## WHAT THE TASK REQUIRES
From the data below, copy out every line in which the word "Grove" occurs.

[RECORD EXCERPTS — start]

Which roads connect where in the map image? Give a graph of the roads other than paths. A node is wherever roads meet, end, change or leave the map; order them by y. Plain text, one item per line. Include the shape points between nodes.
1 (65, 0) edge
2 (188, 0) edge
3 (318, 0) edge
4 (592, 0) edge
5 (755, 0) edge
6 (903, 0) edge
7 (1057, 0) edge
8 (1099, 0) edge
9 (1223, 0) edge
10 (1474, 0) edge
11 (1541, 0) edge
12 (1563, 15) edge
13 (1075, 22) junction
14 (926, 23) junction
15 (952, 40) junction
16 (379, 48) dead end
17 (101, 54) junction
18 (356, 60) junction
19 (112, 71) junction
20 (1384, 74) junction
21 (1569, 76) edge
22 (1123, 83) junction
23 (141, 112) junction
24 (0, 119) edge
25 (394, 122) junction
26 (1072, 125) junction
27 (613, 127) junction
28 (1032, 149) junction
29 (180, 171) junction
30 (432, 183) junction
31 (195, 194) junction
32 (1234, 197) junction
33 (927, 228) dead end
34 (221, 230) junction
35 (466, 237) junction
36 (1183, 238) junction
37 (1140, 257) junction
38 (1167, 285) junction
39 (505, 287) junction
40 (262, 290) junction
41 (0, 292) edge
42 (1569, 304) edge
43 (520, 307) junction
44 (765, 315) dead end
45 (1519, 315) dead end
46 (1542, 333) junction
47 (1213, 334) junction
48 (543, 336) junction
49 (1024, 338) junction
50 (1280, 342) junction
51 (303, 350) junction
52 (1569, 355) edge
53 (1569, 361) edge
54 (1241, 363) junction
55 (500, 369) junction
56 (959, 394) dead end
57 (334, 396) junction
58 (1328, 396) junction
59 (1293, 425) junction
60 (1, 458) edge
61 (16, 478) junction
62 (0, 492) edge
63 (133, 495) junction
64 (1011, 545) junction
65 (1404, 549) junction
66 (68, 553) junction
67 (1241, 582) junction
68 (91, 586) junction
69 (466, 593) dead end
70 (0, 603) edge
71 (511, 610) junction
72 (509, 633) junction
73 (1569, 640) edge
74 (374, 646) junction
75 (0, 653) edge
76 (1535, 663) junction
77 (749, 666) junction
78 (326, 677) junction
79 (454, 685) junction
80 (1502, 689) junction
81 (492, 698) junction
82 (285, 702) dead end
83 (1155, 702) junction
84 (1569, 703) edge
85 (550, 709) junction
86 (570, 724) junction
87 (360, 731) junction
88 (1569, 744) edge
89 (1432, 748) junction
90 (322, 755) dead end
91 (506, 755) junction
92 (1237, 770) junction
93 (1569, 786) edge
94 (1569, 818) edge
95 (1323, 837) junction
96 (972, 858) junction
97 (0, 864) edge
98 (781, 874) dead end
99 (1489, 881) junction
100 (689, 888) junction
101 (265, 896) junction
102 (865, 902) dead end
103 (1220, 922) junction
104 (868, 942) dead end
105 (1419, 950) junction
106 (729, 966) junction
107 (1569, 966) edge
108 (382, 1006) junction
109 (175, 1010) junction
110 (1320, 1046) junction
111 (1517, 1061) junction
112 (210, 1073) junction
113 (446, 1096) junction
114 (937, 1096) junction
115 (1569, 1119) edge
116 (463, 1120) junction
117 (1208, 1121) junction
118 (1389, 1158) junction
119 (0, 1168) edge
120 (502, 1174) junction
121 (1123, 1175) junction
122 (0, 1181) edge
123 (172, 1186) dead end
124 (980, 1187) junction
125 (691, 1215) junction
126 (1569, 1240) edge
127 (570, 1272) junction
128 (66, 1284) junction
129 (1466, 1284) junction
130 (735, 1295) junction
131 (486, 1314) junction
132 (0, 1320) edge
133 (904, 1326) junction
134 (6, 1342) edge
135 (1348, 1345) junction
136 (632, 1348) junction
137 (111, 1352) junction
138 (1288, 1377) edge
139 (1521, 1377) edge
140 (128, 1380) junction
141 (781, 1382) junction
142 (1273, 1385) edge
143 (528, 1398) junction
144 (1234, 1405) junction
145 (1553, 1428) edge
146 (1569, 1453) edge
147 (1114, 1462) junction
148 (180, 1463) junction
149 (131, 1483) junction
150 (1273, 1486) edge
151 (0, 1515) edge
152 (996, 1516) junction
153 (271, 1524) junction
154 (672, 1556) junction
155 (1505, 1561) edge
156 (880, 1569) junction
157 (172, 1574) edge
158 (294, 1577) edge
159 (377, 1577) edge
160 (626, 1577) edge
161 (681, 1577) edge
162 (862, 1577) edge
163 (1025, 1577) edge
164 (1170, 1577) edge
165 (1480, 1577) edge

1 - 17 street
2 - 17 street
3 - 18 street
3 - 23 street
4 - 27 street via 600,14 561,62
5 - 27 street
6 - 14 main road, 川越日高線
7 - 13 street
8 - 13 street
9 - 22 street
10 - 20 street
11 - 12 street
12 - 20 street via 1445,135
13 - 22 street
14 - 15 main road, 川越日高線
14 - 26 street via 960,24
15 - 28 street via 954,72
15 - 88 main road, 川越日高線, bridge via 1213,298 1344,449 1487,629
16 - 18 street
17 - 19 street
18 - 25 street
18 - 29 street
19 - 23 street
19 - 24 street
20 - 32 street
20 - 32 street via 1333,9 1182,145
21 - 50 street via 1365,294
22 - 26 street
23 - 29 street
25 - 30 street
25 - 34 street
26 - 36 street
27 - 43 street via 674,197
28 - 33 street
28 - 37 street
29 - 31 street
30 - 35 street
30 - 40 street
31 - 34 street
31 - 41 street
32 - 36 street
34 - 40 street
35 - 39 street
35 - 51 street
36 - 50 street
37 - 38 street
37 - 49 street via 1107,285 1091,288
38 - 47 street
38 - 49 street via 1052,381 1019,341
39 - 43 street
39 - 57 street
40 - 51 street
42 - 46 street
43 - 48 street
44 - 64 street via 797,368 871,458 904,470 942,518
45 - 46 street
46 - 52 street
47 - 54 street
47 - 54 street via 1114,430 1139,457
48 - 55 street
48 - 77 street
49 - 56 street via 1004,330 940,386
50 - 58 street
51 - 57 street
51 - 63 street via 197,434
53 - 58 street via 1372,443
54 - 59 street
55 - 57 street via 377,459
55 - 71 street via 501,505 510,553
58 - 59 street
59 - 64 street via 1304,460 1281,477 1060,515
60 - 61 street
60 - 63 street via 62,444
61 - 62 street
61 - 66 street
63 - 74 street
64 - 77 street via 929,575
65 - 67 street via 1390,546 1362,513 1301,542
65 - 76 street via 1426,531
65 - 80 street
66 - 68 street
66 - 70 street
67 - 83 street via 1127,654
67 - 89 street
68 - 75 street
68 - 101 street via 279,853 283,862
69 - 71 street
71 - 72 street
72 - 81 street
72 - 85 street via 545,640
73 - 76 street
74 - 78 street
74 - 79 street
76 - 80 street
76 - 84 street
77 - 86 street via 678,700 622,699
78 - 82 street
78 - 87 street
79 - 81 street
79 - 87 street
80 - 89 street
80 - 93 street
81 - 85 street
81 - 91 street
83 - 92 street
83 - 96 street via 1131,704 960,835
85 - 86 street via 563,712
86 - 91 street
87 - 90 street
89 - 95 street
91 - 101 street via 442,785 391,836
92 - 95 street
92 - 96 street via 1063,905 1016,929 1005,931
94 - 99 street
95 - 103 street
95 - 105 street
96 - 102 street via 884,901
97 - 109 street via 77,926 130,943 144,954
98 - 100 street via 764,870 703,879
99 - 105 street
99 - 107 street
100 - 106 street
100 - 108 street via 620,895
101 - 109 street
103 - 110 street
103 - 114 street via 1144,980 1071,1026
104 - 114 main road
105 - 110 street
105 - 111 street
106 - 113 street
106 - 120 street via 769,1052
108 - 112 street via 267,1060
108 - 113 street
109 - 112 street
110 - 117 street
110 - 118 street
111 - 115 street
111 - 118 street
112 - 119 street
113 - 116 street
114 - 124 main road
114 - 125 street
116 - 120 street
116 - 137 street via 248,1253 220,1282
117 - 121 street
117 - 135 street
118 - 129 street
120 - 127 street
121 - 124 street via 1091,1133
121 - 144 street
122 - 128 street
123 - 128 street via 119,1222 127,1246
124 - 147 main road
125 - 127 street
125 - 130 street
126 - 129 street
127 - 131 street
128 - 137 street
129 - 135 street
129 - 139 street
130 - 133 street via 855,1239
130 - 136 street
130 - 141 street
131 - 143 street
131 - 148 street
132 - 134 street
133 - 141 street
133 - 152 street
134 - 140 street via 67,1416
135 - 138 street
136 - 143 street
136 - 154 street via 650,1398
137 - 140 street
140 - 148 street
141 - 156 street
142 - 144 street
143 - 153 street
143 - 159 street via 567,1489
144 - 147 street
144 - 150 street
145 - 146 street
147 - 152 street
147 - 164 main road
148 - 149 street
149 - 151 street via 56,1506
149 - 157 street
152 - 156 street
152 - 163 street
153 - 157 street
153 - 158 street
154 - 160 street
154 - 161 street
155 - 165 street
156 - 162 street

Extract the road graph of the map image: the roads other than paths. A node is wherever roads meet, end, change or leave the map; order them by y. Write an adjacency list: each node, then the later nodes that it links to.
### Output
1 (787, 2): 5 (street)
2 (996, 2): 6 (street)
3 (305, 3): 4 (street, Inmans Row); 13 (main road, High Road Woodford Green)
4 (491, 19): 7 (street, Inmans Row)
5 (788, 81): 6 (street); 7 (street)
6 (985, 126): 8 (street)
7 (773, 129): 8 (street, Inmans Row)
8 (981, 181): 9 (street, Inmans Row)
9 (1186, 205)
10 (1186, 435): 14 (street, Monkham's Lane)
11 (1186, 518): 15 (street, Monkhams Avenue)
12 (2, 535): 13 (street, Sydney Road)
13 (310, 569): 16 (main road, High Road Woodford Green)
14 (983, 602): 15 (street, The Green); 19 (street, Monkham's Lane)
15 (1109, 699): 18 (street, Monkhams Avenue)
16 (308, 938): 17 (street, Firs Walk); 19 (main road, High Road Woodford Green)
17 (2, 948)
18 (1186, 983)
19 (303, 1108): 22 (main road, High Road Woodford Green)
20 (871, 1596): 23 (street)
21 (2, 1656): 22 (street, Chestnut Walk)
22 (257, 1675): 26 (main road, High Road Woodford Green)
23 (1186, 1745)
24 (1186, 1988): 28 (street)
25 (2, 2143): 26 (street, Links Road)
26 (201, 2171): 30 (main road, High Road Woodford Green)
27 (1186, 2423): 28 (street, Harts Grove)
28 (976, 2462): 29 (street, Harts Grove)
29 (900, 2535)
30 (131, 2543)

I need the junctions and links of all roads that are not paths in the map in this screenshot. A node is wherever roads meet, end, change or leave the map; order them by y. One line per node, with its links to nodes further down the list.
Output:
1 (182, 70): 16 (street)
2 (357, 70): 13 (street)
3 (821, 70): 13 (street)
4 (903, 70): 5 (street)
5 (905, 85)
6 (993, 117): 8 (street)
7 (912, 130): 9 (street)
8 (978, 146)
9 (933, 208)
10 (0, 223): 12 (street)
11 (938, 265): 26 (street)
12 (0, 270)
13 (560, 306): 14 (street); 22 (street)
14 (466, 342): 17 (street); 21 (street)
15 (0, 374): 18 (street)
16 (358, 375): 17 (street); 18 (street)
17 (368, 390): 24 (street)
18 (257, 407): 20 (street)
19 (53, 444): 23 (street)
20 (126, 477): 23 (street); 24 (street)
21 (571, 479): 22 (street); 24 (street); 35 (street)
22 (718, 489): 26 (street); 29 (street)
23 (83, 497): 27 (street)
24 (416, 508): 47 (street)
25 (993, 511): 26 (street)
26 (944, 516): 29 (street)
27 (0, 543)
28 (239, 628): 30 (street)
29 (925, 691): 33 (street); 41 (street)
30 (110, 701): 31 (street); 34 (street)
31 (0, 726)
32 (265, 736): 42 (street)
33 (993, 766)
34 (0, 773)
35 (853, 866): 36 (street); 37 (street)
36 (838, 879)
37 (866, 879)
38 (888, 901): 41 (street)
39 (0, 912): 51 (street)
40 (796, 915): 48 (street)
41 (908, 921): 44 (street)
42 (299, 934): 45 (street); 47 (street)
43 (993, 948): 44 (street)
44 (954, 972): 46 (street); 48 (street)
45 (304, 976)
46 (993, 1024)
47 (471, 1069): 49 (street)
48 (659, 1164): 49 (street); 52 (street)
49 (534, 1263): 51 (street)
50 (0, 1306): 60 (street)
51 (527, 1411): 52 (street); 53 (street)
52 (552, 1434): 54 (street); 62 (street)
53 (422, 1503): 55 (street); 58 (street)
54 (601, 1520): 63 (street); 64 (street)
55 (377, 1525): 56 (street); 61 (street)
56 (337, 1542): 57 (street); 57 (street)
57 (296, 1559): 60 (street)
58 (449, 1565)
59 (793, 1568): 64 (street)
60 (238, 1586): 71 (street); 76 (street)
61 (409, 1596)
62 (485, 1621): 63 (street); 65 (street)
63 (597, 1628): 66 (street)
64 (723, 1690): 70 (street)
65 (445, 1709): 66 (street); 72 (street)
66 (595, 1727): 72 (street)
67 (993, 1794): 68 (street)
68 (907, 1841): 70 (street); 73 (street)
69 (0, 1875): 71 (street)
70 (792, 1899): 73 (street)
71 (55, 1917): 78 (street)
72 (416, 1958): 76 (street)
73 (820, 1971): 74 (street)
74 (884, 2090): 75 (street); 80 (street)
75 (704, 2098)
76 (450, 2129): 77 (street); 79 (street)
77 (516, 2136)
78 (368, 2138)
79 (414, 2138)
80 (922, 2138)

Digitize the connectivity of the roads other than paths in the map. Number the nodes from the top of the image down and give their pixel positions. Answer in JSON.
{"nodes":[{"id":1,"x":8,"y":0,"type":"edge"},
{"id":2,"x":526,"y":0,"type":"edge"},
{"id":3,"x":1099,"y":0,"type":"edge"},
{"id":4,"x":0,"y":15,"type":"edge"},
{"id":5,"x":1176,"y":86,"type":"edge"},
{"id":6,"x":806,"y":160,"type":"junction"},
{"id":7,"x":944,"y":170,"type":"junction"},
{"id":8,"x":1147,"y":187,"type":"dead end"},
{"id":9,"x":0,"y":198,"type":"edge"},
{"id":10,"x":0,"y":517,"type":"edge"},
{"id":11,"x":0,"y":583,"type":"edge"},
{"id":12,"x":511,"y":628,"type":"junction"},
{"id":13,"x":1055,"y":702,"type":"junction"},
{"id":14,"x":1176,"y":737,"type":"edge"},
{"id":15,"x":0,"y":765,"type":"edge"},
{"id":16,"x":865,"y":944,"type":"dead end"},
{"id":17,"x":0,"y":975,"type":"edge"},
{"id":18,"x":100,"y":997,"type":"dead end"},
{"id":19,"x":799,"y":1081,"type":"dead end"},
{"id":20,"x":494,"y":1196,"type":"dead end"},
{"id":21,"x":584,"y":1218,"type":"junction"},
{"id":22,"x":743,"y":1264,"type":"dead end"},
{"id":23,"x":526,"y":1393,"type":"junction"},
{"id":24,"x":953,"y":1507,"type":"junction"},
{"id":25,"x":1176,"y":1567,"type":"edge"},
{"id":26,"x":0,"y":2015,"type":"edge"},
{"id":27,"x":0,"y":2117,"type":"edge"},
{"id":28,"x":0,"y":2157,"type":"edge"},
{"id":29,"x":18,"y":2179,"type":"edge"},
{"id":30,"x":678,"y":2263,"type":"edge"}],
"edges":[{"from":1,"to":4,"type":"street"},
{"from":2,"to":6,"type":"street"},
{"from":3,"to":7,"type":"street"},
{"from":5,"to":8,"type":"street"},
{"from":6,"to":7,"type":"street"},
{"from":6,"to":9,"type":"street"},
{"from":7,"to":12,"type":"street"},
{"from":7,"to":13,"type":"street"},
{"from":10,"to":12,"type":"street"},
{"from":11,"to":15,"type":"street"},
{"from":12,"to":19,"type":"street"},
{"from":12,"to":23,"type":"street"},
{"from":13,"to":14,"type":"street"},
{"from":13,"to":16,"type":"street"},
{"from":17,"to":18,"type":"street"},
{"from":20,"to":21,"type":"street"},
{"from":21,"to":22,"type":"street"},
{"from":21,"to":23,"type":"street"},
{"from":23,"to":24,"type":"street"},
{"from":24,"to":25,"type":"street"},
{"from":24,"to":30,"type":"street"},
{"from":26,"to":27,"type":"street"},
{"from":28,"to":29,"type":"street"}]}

[RECORD EXCERPTS — finish]

## OUTPUT BELOW
27 (1186, 2423): 28 (street, Harts Grove)
28 (976, 2462): 29 (street, Harts Grove)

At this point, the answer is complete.